Latest innovation captures and manages real-time digital communications across the most popular channels including Microsoft Teams.

Proofpoint, Inc., (NASDAQ: PFPT), a leading cybersecurity and compliance company, today announced Content Capture for Microsoft Teams, the latest compliance solution designed for global regulated organisations.

With many or most employees suddenly working from home, regulated organisations – more than ever – need to find an effective way for employees to communicate while ensuring digital communications compliance. Firms must capture, retain, and review employee communications to adhere to rules set forth by regulators. It is also critical for firms to be at-the-ready when it comes to search and review of legal matters, particularly in early case assessments or investigations. This is why Proofpoint is committed to innovating in close partnership with productivity and collaboration vendors.

“Microsoft Teams support is critical for regulated industries—especially as they work to balance employee productivity with the need to capture and supervise content for regulatory purposes in this new work-from-home environment,” said Darren Lee, executive vice president and general manager of Compliance and Digital Risk for Proofpoint. “Millions of users rely on digital collaboration platforms like Microsoft Teams to successfully work remotely. Proofpoint Content Capture makes it easy for organisations to ensure compliance as employees adopt these tools. And as the communications market evolves, we will continue to innovate to support customers’ changing needs.”
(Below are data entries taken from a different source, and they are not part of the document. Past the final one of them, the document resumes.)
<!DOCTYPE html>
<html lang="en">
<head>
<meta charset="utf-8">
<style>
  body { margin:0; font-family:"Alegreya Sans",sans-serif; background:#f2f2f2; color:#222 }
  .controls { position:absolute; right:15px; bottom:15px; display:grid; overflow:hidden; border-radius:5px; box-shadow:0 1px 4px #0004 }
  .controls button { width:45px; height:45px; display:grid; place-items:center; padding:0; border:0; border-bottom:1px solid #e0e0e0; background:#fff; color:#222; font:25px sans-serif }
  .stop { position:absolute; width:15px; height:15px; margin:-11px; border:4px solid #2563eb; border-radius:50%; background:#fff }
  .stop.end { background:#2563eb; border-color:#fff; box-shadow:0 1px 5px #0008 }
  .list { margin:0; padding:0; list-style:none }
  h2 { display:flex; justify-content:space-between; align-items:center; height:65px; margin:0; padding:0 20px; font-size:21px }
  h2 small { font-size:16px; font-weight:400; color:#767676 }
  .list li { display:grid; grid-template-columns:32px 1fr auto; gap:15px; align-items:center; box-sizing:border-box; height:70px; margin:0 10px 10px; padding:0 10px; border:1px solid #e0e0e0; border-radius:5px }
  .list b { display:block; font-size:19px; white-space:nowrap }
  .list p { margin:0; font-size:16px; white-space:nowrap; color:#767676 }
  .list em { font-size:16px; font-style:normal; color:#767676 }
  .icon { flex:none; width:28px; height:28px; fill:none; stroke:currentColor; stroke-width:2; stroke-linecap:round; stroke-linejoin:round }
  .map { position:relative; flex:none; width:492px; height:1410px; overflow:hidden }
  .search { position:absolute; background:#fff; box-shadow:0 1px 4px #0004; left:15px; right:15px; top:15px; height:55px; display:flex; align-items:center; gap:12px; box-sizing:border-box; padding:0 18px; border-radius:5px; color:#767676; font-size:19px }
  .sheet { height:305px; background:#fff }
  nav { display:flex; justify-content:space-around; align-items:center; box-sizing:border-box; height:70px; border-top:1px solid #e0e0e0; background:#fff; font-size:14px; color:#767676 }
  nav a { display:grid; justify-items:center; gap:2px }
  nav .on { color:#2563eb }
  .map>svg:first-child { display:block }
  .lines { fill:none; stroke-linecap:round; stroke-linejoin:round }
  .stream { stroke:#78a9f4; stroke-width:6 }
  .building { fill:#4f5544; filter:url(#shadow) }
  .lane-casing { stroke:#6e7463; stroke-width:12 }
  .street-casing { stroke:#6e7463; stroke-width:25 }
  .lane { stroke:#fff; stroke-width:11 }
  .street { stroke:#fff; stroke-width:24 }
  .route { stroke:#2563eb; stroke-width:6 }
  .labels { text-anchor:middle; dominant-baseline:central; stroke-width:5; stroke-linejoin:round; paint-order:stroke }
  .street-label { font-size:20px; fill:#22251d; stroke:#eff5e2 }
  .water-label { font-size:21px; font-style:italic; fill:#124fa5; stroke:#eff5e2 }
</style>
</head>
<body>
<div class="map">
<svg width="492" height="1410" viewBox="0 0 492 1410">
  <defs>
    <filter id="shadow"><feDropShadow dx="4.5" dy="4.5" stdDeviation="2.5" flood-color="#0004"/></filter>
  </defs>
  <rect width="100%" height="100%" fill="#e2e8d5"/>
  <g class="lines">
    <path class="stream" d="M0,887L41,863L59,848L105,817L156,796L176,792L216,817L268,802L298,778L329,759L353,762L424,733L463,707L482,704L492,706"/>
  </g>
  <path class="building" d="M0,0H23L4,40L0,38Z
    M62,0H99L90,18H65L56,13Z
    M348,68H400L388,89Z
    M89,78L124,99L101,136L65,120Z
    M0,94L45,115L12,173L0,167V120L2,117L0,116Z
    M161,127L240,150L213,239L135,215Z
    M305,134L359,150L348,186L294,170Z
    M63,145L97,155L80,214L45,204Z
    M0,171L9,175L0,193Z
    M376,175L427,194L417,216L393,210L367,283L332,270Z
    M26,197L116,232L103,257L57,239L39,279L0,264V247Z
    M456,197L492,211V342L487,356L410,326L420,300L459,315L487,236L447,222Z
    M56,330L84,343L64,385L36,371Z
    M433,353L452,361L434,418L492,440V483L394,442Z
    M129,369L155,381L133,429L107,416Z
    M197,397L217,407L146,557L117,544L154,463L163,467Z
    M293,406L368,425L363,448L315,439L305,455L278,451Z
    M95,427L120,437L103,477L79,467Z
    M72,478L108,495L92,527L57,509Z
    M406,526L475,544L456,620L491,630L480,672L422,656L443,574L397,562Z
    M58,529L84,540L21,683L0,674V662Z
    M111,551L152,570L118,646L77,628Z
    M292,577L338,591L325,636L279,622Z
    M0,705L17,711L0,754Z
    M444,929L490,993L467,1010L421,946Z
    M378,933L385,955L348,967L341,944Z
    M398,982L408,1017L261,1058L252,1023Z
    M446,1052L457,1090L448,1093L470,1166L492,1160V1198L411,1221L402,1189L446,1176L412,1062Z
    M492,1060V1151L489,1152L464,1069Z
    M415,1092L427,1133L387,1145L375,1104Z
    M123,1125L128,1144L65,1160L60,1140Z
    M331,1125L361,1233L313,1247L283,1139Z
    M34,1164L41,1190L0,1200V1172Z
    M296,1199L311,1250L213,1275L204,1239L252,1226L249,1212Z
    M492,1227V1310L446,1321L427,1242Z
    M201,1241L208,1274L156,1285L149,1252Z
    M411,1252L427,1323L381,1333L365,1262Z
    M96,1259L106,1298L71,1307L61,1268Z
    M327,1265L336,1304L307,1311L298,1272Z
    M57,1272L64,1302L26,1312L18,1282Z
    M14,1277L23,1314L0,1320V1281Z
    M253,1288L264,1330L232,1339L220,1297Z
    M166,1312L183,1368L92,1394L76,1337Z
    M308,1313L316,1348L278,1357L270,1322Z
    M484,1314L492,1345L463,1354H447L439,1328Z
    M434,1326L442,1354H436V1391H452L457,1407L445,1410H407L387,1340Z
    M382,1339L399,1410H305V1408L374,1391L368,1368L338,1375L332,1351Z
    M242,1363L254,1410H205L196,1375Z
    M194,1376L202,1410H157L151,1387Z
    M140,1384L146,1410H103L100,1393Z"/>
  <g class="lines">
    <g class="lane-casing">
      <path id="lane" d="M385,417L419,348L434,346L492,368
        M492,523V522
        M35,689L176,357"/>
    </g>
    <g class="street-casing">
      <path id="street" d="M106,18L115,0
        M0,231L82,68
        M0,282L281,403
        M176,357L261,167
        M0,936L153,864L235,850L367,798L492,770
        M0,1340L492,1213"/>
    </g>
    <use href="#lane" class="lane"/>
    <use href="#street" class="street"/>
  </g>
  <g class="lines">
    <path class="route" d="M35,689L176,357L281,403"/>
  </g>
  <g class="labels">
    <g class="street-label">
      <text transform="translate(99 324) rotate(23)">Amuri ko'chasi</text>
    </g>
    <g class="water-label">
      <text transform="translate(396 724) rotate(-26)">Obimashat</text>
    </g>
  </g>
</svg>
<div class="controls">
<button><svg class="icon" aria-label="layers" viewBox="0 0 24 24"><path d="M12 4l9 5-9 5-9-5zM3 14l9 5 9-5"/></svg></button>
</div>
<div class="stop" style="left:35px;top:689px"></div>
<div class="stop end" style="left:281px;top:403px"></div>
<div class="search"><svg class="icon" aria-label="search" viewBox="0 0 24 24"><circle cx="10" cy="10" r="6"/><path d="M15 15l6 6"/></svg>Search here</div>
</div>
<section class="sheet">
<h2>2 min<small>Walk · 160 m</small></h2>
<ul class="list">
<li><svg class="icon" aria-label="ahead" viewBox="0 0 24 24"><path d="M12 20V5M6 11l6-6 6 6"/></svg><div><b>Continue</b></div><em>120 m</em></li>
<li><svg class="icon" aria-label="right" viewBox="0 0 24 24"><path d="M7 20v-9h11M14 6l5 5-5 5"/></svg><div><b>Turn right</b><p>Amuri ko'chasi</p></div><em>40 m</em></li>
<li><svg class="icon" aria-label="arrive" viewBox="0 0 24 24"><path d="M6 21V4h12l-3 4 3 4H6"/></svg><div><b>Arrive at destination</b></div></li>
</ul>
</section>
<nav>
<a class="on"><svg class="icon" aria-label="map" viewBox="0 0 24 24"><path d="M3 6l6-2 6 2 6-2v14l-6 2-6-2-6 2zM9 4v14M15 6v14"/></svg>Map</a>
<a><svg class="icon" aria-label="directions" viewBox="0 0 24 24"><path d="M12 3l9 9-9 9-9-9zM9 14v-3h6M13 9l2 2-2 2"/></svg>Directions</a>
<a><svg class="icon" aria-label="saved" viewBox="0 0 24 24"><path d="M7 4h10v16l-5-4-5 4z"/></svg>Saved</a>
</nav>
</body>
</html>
“In today’s distributed work environment, Microsoft Teams enables employees to stay connected and productive,” said Mike Ammerlaan, Director, Microsoft 365 Ecosystem at Microsoft Corp.  “The  integration with Proofpoint ensures that regulated firms are able to address compliance and empower employees in this new paradigm of work.”
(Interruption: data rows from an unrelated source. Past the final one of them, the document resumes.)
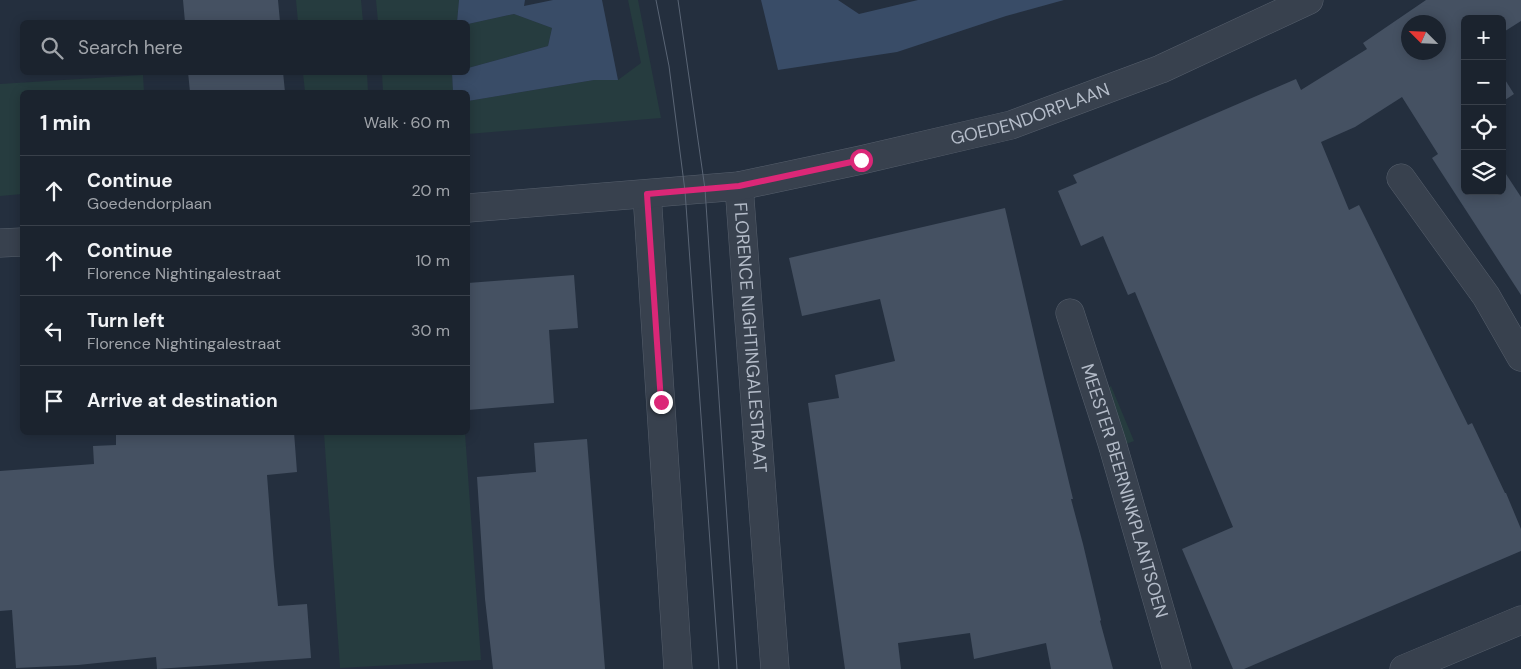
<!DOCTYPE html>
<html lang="en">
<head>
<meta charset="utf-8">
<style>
  :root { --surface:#1b232e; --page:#242b36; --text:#f1f3f6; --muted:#a0a4aa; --line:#39404a }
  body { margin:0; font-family:"DM Sans",sans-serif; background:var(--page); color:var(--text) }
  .controls { position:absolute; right:15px; top:15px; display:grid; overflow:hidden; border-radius:8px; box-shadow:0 2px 12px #0003 }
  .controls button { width:45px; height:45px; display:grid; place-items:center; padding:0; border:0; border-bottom:1px solid var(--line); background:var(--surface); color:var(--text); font:25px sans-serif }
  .compass { position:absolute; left:1401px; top:15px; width:45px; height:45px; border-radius:50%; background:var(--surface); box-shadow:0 2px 12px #0003; rotate:294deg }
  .stop { position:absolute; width:15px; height:15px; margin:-11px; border:4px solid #db2777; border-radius:50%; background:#fff }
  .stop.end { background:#db2777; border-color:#fff; box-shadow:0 1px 5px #0008 }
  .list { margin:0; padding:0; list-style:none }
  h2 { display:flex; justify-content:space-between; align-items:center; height:65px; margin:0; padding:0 20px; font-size:21px }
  h2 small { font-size:16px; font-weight:400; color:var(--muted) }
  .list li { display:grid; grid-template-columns:32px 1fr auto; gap:15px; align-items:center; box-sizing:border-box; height:70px; padding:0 20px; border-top:1px solid var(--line) }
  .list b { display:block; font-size:19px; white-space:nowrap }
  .list p { margin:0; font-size:16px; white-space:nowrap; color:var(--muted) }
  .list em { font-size:16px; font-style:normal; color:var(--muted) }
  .icon { flex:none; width:28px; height:28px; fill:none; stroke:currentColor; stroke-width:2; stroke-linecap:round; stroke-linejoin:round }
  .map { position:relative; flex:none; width:1521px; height:669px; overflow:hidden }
  .search { position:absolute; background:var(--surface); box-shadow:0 2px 12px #0003; left:20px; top:20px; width:450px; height:55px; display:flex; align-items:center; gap:12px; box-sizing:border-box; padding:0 18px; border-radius:8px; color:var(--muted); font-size:19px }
  .panel { position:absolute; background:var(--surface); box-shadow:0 2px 12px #0003; left:20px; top:90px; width:450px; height:345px; border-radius:8px }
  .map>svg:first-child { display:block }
  .green { fill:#263c3f }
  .water { fill:#394c67 }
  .building { fill:#455162; fill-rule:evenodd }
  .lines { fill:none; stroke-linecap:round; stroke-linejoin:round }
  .street-casing { stroke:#565f6c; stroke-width:29 }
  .street { stroke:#38414e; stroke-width:28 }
  .tram { stroke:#5a6575; stroke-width:1 }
  .route { stroke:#db2777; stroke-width:6 }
  .labels { text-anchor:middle; stroke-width:5; stroke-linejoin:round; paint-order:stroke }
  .street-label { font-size:18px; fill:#b4bcc9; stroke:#1d2633 }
</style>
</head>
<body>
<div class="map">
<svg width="1521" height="669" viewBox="0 0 1521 669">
  <rect width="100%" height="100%" fill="#242f3e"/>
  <!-- green -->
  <path class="green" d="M 296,0 L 361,0 L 363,22 L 298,22 Z
    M 376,0 L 459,0 L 457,22 L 378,22 Z
    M 628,0 L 638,0 L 661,118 L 468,134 L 468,101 L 594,80 L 618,80 L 641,63 Z
    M 514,14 L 552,28 L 548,46 L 468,68 L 468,24 Z
    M 303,73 L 367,73 L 368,92 L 305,92 Z
    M 382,73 L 452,73 L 453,92 L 383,92 Z
    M 143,75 L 144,92 L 22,92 L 22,194 L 0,196 L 0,84 Z
    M 1111,386 L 1134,441 L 1100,454 L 1089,399 Z
    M 324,433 L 465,433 L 481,660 L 340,668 Z"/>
  <!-- water -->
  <path class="water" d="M 459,0 L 525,0 L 524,6 L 553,0 L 602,0 L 618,80 L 594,80 L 468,101 L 468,92 L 453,92 L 452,73 L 468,72 L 468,68 L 548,46 L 552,28 L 514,14 L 468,24 L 457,22 Z
    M 761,0 L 838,0 L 859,14 L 918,0 L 1064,0 L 1006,16 L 897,52 L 778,70 Z"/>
  <!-- building -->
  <path class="building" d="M 183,0 L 278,0 L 280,22 L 185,22 Z
    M 1426,0 L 1521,0 L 1521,21 L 1502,33 L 1502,19 L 1465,19 L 1465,191 L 1502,191 L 1502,168 L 1521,197 L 1521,295 L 1432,158 L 1438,154 L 1402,97 L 1355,127 L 1321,142 L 1349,210 L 1359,205 L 1468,425 L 1472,423 L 1505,493 L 1506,493 L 1521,529 L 1521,551 L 1244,669 L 1233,669 L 1182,549 L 1233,527 L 1135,292 L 1128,295 L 1103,236 L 1081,246 L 1058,191 L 1077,183 L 1073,175 L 1296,79 L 1301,90 L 1367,49 L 1363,43 ZM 1408,22 L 1438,22 L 1438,52 L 1408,52 Z
    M 188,72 L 283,72 L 285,92 L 190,92 Z
    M 1502,75 L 1514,94 L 1502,102 Z
    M 1005,208 L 1044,378 L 1073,499 L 1071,499 L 1083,544 L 1101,620 L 1100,621 L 1113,669 L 1051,669 L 1046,643 L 974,659 L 970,633 L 898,643 L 901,669 L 845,669 L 808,403 L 839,398 L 835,375 L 895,361 L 880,299 L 802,316 L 789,258 Z
    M 574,275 L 578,328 L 549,330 L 554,403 L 468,410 L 468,283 Z
    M 116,432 L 294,432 L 297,472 L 267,475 L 274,566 L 278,606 L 307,604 L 311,658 L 157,669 L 156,657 L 78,665 L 16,668 L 12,610 L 0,611 L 0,471 L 94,464 L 93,446 L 116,445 Z
    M 587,439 L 605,669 L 493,669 L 485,599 L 477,477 L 536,472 L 534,443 Z"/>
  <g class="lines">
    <!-- street casing -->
    <g class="street-casing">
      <g id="street">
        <path d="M 1401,178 L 1486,296 L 1521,357"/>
        <path id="s1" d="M 739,186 L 775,669"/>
        <path d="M 647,194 L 678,669"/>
        <path id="s2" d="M 468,208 L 739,186 L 861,160 L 1011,125 L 1161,69 L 1309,0"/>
        <path d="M 0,243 L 22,242"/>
        <path id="s3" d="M 1070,313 L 1112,443 L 1177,669"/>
        <path d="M 1404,669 L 1521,620"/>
      </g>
    </g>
    <!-- street -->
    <use href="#street" class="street"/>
    <!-- tram -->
    <path class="tram" d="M 656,0 L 669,66 L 685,191 L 719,669
      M 678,0 L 705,189 L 737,669"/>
  </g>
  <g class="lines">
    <!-- route -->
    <path class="route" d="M 661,402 L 647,194 L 739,186 L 861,160"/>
  </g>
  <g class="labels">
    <!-- street labels -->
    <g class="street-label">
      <text dy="6" stroke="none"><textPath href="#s2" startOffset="572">GOEDENDORPLAAN</textPath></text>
      <text dy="6" stroke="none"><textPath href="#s1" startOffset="152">FLORENCE NIGHTINGALESTRAAT</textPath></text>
      <text dy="6" stroke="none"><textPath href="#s3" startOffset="186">MEESTER BEERNINKPLANTSOEN</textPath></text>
    </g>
  </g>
</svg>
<div class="controls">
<button>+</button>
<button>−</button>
<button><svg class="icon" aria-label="locate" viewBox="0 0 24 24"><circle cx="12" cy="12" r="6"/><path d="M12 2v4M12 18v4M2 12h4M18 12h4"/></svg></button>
<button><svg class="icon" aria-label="layers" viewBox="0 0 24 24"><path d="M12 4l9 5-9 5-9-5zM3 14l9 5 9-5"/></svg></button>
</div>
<svg class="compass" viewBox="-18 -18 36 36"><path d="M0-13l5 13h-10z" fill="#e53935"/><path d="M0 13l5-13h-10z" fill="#a0a4aa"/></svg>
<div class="stop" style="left:861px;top:160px"></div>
<div class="stop end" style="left:661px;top:402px"></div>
<div class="search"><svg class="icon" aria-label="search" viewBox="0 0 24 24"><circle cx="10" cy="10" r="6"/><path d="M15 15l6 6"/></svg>Search here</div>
<section class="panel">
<h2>1 min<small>Walk · 60 m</small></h2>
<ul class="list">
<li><svg class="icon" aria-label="ahead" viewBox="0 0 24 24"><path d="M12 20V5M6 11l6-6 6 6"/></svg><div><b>Continue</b><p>Goedendorplaan</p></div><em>20 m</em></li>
<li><svg class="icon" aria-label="ahead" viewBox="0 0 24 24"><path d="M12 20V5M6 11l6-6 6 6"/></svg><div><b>Continue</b><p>Florence Nightingalestraat</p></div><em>10 m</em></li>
<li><svg class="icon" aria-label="left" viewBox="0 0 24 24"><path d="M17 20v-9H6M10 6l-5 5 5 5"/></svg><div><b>Turn left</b><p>Florence Nightingalestraat</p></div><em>30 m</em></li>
<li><svg class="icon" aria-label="arrive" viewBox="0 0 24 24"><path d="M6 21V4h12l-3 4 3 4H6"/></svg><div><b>Arrive at destination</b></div></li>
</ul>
</section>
</div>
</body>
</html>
Proofpoint provides the following benefits for Teams capture:

  • Capture messages and content in native format, including text, images, and more
  • Preserve the original context of messages and content at point of capture and in transport
  • Record edits and deletions of captured content
  • Ensure what you’ve captured is stored with complete accuracy

Proofpoint’s Capture platform, which hosts Content Capture for Teams, enables organisations to capture, manage, and monitor a diverse set of the most popular digital communications channels. With Proofpoint, organisations can comply with regulations such as those set forth by the FCA, FINRA, IIROC, SEC and beyond. Proofpoint Capture also seamlessly integrates with the broader Proofpoint compliance portfolio, including the award-winning Enterprise Archive, Intelligent Supervision, and eDiscovery Analytics.